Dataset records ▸
################
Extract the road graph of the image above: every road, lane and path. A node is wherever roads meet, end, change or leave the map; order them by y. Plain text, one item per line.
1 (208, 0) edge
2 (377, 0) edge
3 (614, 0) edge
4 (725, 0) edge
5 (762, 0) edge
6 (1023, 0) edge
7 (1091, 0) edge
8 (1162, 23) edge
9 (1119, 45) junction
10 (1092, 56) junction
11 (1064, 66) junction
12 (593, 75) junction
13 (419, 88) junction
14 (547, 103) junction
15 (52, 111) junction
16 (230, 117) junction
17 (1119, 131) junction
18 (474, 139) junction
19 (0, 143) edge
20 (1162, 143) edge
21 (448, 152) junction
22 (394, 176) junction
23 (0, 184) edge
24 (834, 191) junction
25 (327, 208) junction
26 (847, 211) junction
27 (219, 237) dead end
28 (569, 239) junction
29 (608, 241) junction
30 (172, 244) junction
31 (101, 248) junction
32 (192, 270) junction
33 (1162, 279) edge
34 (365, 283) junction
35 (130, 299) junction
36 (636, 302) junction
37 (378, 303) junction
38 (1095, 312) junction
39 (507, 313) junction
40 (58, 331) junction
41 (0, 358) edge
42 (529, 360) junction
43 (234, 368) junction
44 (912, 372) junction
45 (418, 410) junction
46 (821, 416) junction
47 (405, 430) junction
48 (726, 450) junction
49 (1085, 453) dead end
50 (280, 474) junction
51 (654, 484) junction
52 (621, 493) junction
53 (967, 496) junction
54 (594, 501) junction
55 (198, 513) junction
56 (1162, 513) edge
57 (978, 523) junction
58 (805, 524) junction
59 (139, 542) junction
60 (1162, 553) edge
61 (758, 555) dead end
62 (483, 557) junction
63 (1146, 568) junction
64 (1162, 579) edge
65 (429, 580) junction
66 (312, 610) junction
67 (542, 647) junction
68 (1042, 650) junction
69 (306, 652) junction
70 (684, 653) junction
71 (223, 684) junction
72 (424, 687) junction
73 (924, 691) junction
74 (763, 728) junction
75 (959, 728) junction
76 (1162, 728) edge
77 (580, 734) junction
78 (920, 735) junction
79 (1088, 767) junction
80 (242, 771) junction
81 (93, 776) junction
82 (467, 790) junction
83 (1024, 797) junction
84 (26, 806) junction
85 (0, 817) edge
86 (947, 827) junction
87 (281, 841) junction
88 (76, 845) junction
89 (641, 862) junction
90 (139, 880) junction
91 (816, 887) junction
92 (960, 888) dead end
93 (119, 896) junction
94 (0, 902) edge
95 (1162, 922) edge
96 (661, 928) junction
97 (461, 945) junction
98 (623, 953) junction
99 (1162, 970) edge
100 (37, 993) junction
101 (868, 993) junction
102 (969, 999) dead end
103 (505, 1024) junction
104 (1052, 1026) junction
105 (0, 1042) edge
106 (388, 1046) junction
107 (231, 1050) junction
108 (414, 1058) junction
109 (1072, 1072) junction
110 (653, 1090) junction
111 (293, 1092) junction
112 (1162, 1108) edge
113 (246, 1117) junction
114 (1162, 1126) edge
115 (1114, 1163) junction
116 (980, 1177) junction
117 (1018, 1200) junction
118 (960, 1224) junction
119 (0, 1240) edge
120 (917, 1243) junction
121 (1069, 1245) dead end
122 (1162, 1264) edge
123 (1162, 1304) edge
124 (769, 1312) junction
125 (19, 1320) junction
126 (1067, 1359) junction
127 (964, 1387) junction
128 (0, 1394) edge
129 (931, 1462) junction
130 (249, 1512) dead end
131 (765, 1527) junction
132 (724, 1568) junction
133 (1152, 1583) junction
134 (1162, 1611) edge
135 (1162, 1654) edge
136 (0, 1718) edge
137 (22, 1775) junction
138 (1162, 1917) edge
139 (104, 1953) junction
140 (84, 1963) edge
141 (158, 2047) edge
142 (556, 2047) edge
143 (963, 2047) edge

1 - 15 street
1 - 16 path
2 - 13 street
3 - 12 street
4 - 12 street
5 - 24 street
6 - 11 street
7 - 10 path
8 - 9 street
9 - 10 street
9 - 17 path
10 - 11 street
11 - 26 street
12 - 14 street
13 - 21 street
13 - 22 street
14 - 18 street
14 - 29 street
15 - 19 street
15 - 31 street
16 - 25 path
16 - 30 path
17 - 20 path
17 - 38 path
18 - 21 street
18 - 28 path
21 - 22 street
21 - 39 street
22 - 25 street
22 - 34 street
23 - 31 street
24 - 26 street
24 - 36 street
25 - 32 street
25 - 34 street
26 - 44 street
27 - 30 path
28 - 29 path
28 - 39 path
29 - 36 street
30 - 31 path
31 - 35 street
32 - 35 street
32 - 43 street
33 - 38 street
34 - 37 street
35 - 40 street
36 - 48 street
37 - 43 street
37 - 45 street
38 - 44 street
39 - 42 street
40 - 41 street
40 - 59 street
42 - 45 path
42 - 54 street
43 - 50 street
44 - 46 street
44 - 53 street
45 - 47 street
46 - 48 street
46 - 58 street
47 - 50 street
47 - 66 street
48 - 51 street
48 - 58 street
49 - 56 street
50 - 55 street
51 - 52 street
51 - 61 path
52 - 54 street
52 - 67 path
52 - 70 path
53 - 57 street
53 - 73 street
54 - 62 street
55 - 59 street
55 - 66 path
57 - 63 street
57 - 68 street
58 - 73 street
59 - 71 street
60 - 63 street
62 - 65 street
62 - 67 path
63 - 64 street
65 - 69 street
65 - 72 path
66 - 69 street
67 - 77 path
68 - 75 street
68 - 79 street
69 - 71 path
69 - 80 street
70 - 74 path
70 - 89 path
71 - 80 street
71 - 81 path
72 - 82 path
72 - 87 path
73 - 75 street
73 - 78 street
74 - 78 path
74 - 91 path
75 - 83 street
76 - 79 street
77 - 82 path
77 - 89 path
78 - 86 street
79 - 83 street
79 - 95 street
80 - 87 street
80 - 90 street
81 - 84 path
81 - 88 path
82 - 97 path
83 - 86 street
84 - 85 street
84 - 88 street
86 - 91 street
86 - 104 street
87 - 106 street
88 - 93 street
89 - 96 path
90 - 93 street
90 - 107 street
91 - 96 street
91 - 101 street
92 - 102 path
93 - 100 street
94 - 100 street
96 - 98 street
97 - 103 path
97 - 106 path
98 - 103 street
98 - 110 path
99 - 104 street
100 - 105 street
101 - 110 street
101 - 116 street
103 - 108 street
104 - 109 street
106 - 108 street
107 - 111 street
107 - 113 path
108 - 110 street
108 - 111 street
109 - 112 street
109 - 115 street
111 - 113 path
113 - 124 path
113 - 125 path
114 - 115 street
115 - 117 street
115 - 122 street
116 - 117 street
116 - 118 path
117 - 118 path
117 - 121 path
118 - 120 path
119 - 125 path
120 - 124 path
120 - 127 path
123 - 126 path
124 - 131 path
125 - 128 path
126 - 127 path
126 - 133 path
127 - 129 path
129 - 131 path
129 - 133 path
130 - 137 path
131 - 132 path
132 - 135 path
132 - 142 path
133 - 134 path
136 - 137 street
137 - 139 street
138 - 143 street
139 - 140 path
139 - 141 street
################
What to work on ▸
In the entries above, locate every line with the word "dead" and copy it.

Task result ▸
27 (219, 237) dead end
49 (1085, 453) dead end
61 (758, 555) dead end
92 (960, 888) dead end
102 (969, 999) dead end
121 (1069, 1245) dead end
130 (249, 1512) dead end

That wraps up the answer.